Du plomb dans l'aile

alice-h

« Il faut se méfier d’un excès de lucidité et de bon sens, la vie y laisse quelques fois ses plus belles plumes. » R. Gary, Les Cerfs-volants

Jusqu'à présent, elle avait eu la chance d'être entourée de jolis mots offerts par ses auteurs préférés, dans un écrin de papier qu'elle gardait précieusement au fond d'elle et les libérait comme des feuilles jetées au vent, qui virevoltent au gré des souffles ou des soupirs. Des mots vaporeux, pour amortir les coups. 

Il y avait aussi ceux des gens qu'elle aimait: écrits ou prononcés, volontairement ou involontairement, criés ou murmurés, dans le silence d'une église ou sur les terrasses des cafés. Des papillons qui venaient se poser sur elles, délicatement : « Voyons-nous ce soir » « Garde-moi une place. » « Où es-tu? » 

Les mots de ceux qui l'aimaient, poètes qui s'ignoraient, valaient tous les romans de Gary et l'insoutenable légèreté de Kundera. 

Souvent, elle les saisissait au vol, les caressait et les couchait sur papier. Ils devenaient alors moins volatiles, éphémères,  et lui permettaient de se blottir contre eux, les nuits d'insomnie, les soirs de cafard. Ils lui donnaient même leurs ailes quand la réalité devenait trop lourde. 


Elle en avait oublié que les mots étaient des armes, faisant naître des larmes à double tranchants : certaines émues par la beauté et d'autres issues de blessures intérieures. Elle en avait oublié les chasseurs. 

Bien sûr, elle avait déjà reçu des paroles blessantes, des insultes, des « Je ne t'aime plus. » mais à peine prononcées, se transformaient-elles en poèmes, emportées par le vent des sentiments. 

Il lui avait fallu du temps pour s'apercevoir qu'elle n'aimait plus autant les mots qu'avant, les redoutait. Peut-être même la détestaient-ils au point de la torturer ?

Ils ne lui permettaient plus de s'envoler aussi facilement, ou moins longtemps.  Alors, autant rester les pieds sur terre, pour éviter un atterrissage trop douloureux. 

Les mots la changeaient en proie, mutilée, la clouant au sol. 

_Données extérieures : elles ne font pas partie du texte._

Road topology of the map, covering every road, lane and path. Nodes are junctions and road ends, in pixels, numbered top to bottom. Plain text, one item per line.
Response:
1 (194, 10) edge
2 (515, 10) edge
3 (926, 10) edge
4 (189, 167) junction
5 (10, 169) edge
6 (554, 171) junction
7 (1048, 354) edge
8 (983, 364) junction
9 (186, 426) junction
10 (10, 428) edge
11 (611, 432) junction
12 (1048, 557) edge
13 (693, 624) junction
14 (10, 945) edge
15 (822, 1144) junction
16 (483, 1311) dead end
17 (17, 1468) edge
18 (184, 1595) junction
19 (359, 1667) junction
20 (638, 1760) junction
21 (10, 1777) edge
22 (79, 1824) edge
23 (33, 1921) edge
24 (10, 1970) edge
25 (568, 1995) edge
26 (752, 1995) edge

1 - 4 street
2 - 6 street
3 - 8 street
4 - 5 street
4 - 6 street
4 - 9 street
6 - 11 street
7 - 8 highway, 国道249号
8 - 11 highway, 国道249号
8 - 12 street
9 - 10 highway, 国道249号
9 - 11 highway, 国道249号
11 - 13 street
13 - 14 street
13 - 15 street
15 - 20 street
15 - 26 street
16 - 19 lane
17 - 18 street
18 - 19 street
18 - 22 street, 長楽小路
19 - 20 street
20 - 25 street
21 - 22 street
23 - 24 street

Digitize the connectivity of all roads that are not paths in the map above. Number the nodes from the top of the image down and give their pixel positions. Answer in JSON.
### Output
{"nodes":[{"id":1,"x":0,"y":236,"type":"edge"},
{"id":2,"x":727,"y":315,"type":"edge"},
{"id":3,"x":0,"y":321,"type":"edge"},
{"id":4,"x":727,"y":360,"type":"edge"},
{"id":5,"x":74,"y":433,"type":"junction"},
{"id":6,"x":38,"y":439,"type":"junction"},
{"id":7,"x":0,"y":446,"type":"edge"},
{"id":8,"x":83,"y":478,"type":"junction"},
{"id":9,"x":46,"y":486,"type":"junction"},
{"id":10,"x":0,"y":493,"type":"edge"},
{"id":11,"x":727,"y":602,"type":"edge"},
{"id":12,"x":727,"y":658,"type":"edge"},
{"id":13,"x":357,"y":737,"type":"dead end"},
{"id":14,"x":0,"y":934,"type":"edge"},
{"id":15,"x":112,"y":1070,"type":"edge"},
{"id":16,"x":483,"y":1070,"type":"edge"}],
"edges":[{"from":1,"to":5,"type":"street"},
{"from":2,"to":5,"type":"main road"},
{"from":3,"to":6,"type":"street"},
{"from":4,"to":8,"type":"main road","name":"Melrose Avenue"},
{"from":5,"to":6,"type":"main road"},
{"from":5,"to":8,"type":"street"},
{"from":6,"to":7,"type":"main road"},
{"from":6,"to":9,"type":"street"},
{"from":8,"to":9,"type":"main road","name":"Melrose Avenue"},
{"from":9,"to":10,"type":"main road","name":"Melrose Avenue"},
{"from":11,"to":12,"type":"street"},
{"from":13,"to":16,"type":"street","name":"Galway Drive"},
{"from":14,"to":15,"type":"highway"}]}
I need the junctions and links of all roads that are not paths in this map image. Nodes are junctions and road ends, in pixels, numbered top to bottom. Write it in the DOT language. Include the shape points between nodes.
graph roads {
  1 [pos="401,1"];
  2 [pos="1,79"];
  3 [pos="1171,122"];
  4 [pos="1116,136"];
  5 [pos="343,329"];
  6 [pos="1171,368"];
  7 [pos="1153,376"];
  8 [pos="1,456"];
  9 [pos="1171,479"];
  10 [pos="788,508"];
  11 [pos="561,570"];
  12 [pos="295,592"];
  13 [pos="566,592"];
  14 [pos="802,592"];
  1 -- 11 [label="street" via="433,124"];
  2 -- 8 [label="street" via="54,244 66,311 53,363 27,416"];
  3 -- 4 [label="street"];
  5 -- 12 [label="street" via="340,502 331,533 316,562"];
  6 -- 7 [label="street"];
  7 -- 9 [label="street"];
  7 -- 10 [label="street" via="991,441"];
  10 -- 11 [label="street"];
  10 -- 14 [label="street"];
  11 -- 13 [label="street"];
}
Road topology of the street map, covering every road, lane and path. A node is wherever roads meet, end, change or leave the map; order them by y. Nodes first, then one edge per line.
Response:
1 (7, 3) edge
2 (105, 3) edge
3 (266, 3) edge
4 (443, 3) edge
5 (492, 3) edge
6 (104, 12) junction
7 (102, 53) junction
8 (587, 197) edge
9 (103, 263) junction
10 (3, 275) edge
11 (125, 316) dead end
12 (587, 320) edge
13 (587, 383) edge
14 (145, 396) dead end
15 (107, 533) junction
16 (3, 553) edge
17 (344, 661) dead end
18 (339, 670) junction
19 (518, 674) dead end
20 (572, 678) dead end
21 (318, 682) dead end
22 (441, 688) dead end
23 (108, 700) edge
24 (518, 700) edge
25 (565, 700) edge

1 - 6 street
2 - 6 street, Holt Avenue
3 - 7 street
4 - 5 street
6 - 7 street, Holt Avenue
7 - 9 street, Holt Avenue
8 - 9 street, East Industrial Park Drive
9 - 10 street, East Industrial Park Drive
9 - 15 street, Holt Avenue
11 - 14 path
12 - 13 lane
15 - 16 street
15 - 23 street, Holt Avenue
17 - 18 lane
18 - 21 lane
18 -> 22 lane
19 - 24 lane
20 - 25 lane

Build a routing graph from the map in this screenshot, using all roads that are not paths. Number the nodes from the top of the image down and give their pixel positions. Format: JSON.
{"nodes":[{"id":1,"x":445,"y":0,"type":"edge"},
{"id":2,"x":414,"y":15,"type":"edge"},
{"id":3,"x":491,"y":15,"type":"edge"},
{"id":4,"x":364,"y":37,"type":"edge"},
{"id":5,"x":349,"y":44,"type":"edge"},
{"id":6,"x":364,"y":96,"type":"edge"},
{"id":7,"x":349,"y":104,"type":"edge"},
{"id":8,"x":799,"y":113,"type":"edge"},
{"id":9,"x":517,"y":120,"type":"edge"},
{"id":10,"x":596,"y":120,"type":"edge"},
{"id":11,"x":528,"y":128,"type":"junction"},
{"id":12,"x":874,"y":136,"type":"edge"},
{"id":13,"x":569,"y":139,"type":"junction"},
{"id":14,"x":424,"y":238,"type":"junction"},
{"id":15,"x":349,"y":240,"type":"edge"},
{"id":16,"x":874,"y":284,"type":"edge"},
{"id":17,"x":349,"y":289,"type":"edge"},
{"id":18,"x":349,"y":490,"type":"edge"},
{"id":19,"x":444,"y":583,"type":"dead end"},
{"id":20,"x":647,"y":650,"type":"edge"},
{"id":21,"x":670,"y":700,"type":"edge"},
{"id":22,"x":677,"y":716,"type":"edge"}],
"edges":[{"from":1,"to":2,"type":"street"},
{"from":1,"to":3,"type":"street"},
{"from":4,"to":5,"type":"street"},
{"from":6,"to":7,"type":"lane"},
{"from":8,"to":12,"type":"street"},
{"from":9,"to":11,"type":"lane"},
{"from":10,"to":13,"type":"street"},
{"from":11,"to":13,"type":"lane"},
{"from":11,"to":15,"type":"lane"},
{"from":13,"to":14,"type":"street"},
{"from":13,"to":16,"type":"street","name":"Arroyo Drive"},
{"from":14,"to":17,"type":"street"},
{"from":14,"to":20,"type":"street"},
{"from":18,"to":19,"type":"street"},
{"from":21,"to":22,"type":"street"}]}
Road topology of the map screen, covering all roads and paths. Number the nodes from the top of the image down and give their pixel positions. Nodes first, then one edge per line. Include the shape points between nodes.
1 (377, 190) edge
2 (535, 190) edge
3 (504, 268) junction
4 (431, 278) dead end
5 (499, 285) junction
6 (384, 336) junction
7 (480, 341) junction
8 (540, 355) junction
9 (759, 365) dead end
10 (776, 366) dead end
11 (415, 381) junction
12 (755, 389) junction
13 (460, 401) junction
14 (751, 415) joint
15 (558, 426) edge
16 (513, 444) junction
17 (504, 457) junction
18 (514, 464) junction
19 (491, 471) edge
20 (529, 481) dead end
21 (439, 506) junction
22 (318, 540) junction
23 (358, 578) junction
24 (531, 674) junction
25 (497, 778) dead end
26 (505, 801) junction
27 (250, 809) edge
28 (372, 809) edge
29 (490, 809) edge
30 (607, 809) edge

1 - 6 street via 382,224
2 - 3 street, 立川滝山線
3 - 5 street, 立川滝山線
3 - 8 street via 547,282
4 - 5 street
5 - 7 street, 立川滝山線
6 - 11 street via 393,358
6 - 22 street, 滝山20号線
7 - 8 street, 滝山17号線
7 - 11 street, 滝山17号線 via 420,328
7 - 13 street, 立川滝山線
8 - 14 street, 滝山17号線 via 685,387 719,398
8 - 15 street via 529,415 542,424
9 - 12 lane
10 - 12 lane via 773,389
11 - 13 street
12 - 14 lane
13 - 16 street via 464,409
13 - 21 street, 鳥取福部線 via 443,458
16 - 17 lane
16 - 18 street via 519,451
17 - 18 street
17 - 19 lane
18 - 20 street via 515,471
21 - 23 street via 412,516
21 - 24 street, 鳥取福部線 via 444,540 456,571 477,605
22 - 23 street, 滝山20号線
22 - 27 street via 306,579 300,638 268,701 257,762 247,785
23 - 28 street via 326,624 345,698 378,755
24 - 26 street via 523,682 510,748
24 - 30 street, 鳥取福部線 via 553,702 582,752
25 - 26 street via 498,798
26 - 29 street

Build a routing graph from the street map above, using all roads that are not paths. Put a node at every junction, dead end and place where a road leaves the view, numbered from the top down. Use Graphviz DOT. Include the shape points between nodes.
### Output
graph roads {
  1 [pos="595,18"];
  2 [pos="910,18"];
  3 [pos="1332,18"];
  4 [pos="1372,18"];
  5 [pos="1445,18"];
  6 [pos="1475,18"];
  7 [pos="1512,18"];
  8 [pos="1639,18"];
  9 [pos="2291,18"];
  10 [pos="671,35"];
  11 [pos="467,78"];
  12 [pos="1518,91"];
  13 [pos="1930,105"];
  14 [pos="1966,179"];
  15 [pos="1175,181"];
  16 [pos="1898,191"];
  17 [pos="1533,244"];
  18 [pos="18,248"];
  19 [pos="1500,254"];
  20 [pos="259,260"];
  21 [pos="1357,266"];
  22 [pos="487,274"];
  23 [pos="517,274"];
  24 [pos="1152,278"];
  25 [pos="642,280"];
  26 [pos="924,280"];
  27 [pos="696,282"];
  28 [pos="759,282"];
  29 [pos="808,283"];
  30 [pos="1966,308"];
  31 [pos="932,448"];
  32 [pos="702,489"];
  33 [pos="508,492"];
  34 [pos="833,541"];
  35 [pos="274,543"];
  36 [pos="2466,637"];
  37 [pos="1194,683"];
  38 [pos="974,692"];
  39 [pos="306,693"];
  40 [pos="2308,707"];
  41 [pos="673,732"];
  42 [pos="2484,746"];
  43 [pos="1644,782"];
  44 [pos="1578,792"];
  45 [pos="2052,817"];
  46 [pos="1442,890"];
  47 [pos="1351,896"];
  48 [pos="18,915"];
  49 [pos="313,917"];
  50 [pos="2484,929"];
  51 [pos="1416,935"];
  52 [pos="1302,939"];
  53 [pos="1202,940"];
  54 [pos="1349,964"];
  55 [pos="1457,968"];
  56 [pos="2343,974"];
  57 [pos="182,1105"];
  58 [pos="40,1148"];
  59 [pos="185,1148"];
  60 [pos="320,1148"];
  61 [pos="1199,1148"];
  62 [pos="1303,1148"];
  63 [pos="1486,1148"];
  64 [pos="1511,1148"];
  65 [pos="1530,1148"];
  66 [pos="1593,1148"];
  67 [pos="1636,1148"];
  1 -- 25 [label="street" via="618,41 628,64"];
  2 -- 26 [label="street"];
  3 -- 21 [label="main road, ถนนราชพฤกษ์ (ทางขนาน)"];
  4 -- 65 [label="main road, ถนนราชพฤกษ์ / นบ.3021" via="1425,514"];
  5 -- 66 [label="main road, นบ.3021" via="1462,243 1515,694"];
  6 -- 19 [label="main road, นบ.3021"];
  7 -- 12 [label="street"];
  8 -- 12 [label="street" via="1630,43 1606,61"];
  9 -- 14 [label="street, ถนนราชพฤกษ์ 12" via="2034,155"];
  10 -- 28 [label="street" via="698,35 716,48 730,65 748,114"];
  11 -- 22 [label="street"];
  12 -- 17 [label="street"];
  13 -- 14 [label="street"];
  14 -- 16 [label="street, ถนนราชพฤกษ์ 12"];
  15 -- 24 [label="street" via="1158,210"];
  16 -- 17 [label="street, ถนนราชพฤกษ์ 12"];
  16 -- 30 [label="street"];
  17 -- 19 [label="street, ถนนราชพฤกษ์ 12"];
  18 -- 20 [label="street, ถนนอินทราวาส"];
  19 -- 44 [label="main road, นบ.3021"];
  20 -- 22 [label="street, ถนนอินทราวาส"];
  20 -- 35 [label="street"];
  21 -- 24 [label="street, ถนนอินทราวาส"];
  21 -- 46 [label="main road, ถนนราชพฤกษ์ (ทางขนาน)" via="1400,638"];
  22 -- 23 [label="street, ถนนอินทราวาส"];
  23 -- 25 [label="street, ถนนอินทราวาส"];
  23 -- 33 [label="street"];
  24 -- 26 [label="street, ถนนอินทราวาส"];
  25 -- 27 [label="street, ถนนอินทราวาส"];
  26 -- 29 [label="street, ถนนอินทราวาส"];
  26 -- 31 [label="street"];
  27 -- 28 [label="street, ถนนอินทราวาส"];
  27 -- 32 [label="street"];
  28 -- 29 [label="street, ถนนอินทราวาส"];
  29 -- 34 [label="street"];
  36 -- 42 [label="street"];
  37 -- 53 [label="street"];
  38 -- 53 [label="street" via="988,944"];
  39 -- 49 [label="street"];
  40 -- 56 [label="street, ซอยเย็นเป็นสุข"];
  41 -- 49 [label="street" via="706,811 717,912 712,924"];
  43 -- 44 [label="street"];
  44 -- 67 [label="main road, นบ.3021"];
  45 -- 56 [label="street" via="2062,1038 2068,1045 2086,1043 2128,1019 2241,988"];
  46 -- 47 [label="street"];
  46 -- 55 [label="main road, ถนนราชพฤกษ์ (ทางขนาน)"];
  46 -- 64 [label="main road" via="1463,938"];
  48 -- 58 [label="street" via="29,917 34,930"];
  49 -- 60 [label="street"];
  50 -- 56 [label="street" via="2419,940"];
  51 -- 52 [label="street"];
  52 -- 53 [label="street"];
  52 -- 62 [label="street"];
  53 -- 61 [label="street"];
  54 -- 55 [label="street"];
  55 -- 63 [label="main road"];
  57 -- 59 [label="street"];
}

Au point de s'accrocher aux chiffres, calculateurs et atrocement lourds. Son stylo avait jeté l'ancre : il ne bougerait plus alors elle  comptait chaque minute et chaque seconde.  Autant de temps passé avec ses bourreaux en costume-cravate : tenue de camouflage efficace. 

 Eux, ils avaient bien compris que les mots étaient des armes : un poison qu'ils diluaient lentement, depuis des mois, jusqu'à ce qu'il pénètre dans ses veines et la ronge. Pendant ce temps, elle s'épuisait à se battre contre elle-même en se trompant de coupable. Elle ne savait plus qui elle était ni où elle allait : ses sens anesthésiés, elle se perdait dans des déluges de reproches, se cognait contre des arbres d'insultes. 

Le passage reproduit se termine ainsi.